Review by Frank Plowright
Much of Devil At Bay was concerned with establishing Daredevil in San Francisco, embedding him there along with a purpose and a supporting cast, which makes it strange that the first half of West-Case Scenario looks back to the past, and, initially, the future.
Before we hit the title story, there’s a break in the continuity to enable three creative teams to present a short look at Daredevil on his fiftieth anniversary. Is Mark Waid hinting at his own future plots by presenting Matt Murdock’s recollections at fifty? That’s nicely drawn by Javier Rodriguez. Brian Michael Bendis and Alex Maleev opt for text and illustration. All Daredevil stories are fiction, but is theirs more fictional than most? Karl Kesel looks back to the days when Matt was masquerading as his outgoing brother Mike. All are interesting enough, but not as much fun as the main event.

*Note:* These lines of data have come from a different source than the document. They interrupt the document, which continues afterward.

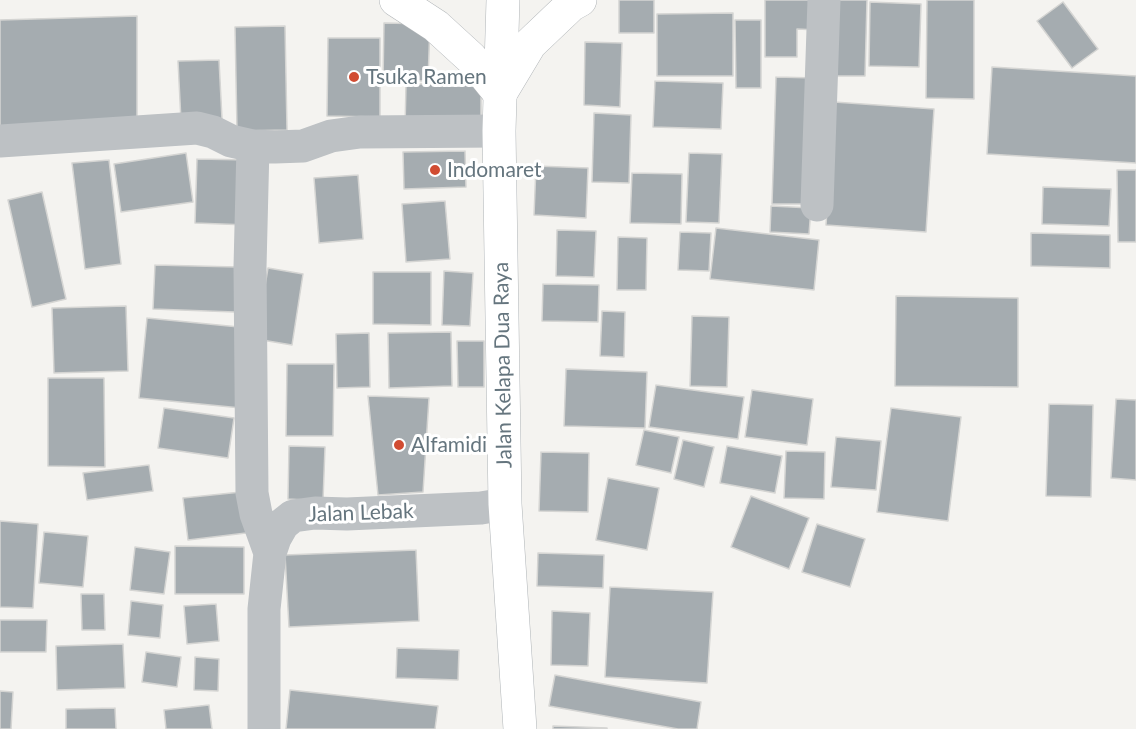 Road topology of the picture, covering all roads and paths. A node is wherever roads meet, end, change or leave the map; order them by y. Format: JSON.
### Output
{"nodes":[{"id":1,"x":396,"y":0,"type":"edge"},
{"id":2,"x":503,"y":0,"type":"edge"},
{"id":3,"x":580,"y":0,"type":"edge"},
{"id":4,"x":824,"y":0,"type":"edge"},
{"id":5,"x":500,"y":94,"type":"junction"},
{"id":6,"x":499,"y":131,"type":"junction"},
{"id":7,"x":0,"y":141,"type":"edge"},
{"id":8,"x":253,"y":146,"type":"junction"},
{"id":9,"x":818,"y":205,"type":"dead end"},
{"id":10,"x":505,"y":504,"type":"junction"},
{"id":11,"x":270,"y":553,"type":"junction"},
{"id":12,"x":264,"y":729,"type":"edge"},
{"id":13,"x":520,"y":729,"type":"edge"}],
"edges":[{"from":1,"to":5,"type":"main road"},
{"from":2,"to":5,"type":"main road","name":"Jalan Kelapa Dua Raya"},
{"from":3,"to":5,"type":"main road"},
{"from":4,"to":9,"type":"street"},
{"from":5,"to":6,"type":"main road","name":"Jalan Kelapa Dua Raya"},
{"from":6,"to":8,"type":"street"},
{"from":6,"to":10,"type":"main road","name":"Jalan Kelapa Dua Raya"},
{"from":7,"to":8,"type":"street"},
{"from":8,"to":11,"type":"street"},
{"from":10,"to":11,"type":"street","name":"Jalan Lebak"},
{"from":10,"to":13,"type":"main road","name":"Jalan Kelapa Dua Raya"},
{"from":11,"to":12,"type":"street","name":"Jalan Lebak"}]}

Beyond his brief opener, Waid contributes two very different stories. The first is surely the best use of revealed secrets during the Original Sin storyline afflicting all Marvel superhero titles. It’s the perfect use of misdirection, Waid using the necessity of the crossover to introduce an ethical conundrum, and the conclusion to answer it innovatively, but instead delivering a wild story set in the African jungle kingdom of Wakanda. It needs Daredevil to be detective, lawyer and superhero and Rodriguez draws it all beautifully (sample art right), down to the big emotional moment addressing an under-appreciated condition in comics for the first time while adding to Matt Murdock’s background.

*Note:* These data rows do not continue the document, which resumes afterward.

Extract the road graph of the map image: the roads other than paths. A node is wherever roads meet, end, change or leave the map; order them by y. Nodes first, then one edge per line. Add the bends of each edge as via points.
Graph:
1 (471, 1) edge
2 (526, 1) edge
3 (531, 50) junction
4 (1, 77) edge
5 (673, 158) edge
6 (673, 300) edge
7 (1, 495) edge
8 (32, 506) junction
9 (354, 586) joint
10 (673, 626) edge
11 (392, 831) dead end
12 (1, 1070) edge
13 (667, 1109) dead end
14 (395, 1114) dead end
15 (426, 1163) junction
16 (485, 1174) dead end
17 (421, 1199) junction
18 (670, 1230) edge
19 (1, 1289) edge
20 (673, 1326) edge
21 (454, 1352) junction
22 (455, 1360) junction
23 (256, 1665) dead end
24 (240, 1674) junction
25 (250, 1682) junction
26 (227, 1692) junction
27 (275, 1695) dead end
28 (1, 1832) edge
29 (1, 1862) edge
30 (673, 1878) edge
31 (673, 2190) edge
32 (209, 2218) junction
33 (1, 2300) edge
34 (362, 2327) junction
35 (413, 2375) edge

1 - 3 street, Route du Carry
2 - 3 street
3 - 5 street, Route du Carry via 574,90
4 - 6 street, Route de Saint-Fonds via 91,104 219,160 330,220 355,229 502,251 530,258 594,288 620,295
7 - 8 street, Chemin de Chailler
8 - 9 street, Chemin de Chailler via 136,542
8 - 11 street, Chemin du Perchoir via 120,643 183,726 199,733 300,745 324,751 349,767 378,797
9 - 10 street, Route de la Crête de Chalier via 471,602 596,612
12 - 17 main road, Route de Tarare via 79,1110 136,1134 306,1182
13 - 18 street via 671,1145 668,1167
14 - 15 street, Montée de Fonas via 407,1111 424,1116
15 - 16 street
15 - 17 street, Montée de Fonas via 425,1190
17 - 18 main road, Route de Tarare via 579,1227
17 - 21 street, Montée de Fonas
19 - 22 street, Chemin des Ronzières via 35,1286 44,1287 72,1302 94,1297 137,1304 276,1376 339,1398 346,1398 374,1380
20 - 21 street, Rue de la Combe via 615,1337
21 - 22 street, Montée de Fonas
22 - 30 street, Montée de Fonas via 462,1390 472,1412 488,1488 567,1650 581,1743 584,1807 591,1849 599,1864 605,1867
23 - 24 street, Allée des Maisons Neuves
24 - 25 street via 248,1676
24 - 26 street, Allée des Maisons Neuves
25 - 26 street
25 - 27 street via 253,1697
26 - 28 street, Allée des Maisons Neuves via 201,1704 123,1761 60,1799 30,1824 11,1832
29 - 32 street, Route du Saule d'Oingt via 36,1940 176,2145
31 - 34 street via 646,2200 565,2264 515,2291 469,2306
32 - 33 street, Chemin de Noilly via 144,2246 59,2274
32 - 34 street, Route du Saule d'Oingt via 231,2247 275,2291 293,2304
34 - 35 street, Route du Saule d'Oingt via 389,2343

Within this series of Daredevil Waid has already been good when it comes to using Daredevil’s largely underwhelming set of foes, and for the final story he turns his attention to one of the genuine big hitters, the Purple Man. Bendis and the Jessica Jones TV show had already shown how the application of logic to a person able to control anyone via voice commands produces a terrifying villain, and Waid’s extrapolation of that also horrifies. What would the Purple Man’s children be like? This is one of those stories that as the pages count down to the end of the book you figure Waid can’t possibly finish everything he’s set in motion, but he can. However, it’s not memorable, despite Chris Samnee once again shining artistically. The concept is great, but it’s as if having had the premise Waid couldn’t really come up with a way to exploit it effectively.
An interesting aspect of West-Case Scenario is Waid’s incorporation of real world medical conditions. He used cancer throughout his New York Daredevil run without ever diminishing or trivialising it, and does the same here with other conditions. They don’t dominate, but neither is their use casual, and the ending indicates that depression may feature again. The Daredevil You Know is next.
This can also be found combined with Devil at Bay in hardback as Daredevil by Mark Waid and Chris Samnee Vol 4, or as the second Daredevil by Mark Waid Omnibus.